▸ **WHAT IS REQUIRED**
The answer must consist of every line in the data that contains "Morge".

▸ **Records from a collection**
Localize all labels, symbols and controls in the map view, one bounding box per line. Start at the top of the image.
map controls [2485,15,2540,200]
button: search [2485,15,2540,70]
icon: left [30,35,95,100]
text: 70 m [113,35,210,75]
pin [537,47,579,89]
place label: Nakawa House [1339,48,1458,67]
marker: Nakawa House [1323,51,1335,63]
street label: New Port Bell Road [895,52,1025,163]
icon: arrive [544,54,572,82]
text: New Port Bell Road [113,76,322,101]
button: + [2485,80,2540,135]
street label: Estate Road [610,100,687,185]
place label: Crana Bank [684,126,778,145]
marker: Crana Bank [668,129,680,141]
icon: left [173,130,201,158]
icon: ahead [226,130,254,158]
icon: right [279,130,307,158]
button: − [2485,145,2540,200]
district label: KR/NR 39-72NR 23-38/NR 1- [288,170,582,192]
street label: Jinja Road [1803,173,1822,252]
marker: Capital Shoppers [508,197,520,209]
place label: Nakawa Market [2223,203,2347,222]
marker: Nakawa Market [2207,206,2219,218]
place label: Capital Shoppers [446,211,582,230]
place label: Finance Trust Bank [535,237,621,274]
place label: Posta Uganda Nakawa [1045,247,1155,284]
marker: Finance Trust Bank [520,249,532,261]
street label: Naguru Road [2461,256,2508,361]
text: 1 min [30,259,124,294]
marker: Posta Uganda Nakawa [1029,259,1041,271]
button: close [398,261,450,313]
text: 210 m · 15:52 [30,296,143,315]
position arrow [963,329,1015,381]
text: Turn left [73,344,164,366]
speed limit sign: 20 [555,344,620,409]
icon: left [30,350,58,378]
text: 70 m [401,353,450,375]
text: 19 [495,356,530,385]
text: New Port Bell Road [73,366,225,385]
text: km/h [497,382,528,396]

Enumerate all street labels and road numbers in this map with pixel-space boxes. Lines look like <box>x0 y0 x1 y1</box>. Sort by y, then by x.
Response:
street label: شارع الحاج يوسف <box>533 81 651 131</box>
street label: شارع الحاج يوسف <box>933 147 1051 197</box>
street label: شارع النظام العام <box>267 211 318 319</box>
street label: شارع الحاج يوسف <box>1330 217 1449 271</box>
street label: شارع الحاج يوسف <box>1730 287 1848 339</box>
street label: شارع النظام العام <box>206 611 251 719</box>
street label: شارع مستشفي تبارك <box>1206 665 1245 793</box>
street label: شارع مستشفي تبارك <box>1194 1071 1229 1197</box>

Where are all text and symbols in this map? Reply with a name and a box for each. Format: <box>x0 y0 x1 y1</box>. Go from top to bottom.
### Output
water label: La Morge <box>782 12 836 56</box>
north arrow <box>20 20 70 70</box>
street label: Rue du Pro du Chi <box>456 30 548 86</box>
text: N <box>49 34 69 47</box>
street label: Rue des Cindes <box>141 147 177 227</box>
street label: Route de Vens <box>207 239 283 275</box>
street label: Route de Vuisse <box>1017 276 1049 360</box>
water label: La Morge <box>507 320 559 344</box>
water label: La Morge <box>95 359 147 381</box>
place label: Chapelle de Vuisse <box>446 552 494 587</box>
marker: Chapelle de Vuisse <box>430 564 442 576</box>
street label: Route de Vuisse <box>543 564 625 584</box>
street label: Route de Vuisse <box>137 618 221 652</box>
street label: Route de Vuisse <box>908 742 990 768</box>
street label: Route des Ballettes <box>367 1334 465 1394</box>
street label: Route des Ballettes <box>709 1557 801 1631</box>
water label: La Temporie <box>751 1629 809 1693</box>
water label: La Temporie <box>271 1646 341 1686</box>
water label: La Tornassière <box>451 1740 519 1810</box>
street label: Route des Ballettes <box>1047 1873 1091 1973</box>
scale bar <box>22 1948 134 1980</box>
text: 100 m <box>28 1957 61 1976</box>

▸ **ANSWER FOR THIS EXERCISE**
water label: La Morge <box>782 12 836 56</box>
water label: La Morge <box>507 320 559 344</box>
water label: La Morge <box>95 359 147 381</box>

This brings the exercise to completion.